I’m sharing this Batman v Superman review because it’s representative of pretty much every negative review of the film. An entertaining critic who generally gives thoughtful reviews gives a few valid critiques, but ultimately seems to have not paid attention to huge chunks of the film. And seems not to remember that part of a film critic’s job is to look for metaphors (maybe because, as good as Marvel’s films have been, they seem to be straight-forward, relatively metaphor-free and easy to understand, and they may have trained us all to expect that from superhero movies).
Watch this review, and then read my own beneath it. If you haven’t yet seen the movie, there are MASSIVE SPOILERS ahead, so don’t watch the video and don’t read on…
Still there? Ok:
One of this critic’s main gripes is that Batman kills people in this movie. Several people. Well, Batman’s been murdering people left and right in films ever since 1989’s Batman (where he did it with a psychotic smirk. Go back and watch it). This Batman’s body count isn’t any higher than Keaton’s, or even Bale’s. This is as strange as all those people who claimed “Superman doesn’t kill” when Superman’s killed plenty of times (even killing Zod twice in the comics and again in Donner’s Superman II… again with the psychotic smirk that we all found charming at the time. Maybe it was an Eighties thing.).

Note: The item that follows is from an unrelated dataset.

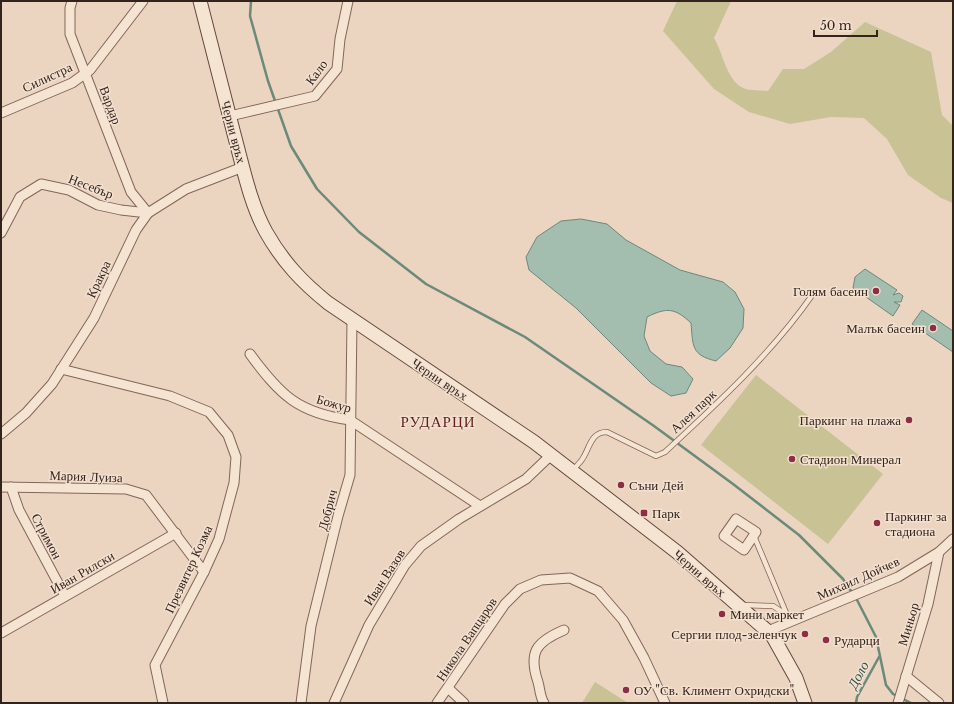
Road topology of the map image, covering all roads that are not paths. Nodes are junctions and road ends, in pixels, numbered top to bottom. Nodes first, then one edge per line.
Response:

The critic says the movie didn’t even attempt to explain why Batman’s moral code has been abandoned. Of COURSE it explained why his moral code had eroded over the years. Bruce delivered an entire monologue about it to Alfred, just after Alfred (contrary to what this guy says) told him he was going too far.
If the critic’s real complaint is that Batman doesn’t seem to feel any *guilt* over the killings, well, maybe. But here’s the thing: that’s one of the main themes of the movie! Possibly THE main theme! It’s the reason your gut is probably telling you this was more a Batman movie than a Superman one: it was about *Bruce’s* painful journey into darkness and back out again.
Batman’s taken a step into the dark side. Alfred warns him that his branding criminals and becoming more ruthless is crossing a line. He told him that sort of thing is what turns good men bad. Bruce himself said it’s rare that good men (at least in Gotham) remain good, and whether he knew it or not, it was pretty clear to the audience (the audience that was paying attention) that he was also referring to himself. The movie was showing us that Bruce was at a crossroads. Seeing Superman as a two-dimensional alien monster who needed to be murdered was representative of that, and if he’d gone through with it there may have been no coming back for him.
Zack Snyder brilliantly shocked Batman back into his senses during the moment that most critics seem not to have understood at all (and if they did understand it, they just didn’t appreciate it): the moment when Batman was stunned just by hearing Superman utter the name “Martha.” And here is where the film is at least an order of magnitude smarter than its most vehement critics:
“Martha” was not just Martha.
In Bruce’s nightmares, his mother Martha represented the good in him. We didn’t see her get shot over and over again just to remind us Bruce had a traumatic childhood. The repetition of that nightmare was to show us the goodness in Bruce being snuffed out by the surrounding evil. When the dream finally showed the light fading from Martha’s eyes, and Bruce’s father whispered “Martha” with his own dying breath, that was a *metaphor* for Bruce completely losing his way. Bruce knew this himself on some level. That’s why hearing Superman also whisper “Martha” just before he was about to die gave Bruce pause.
The necessity of murdering Superman had been a two-dimensional, black and white matter to him. But then Superman said the one word that reminded Batman of the goodness that was supposed to be within him. And Lois (the reporter, a metaphor for “the truth”) dived between them, literally adding a third dimension to the fight. This combination forced Batman to see Superman not as an alien object to be destroyed, but as a person with a human mother — a person who, even as Batman was about to murder him, was only worried about the safety of his own “Martha.” A person who was BEGGING Batman to save her once he’s gone. That’s why Batman threw away the kryptonite spear and swore “Martha will not die tonight” (metaphor, people); he didn’t just decide to save Clark’s mom, he decided to save *himself.* To pull himself back from the precipice.
The resulting fight with Batman alone in the darkness facing more than a dozen killers, culminating in him shielding Martha (who was now the personification of goodness) with his body from the exploding flame thrower couldn’t have been a more blatant visual metaphor for his jaded, blind rage at last being burned away in a crucible. That was the significance of Bruce NOT branding Lex at the end. The encounter with Superman and Bruce’s choice to save “Martha” had restored him to the man he’d always tried to be.
It’s just astounding to me that very few professional critics seem to have noticed any of that. They’ve been too busy saying how confused they were, and how disappointed they were that it wasn’t a simpler story, to even bother dissecting the abundant – and expertly deployed – visual metaphors. I remember a time when that’s the sort of thing critics loved to discuss. I remember a time when critics saw a “confusing” movie and were eager to find the meaning in it, instead of annoyed (or even oblivious to the fact) that they were being asked to.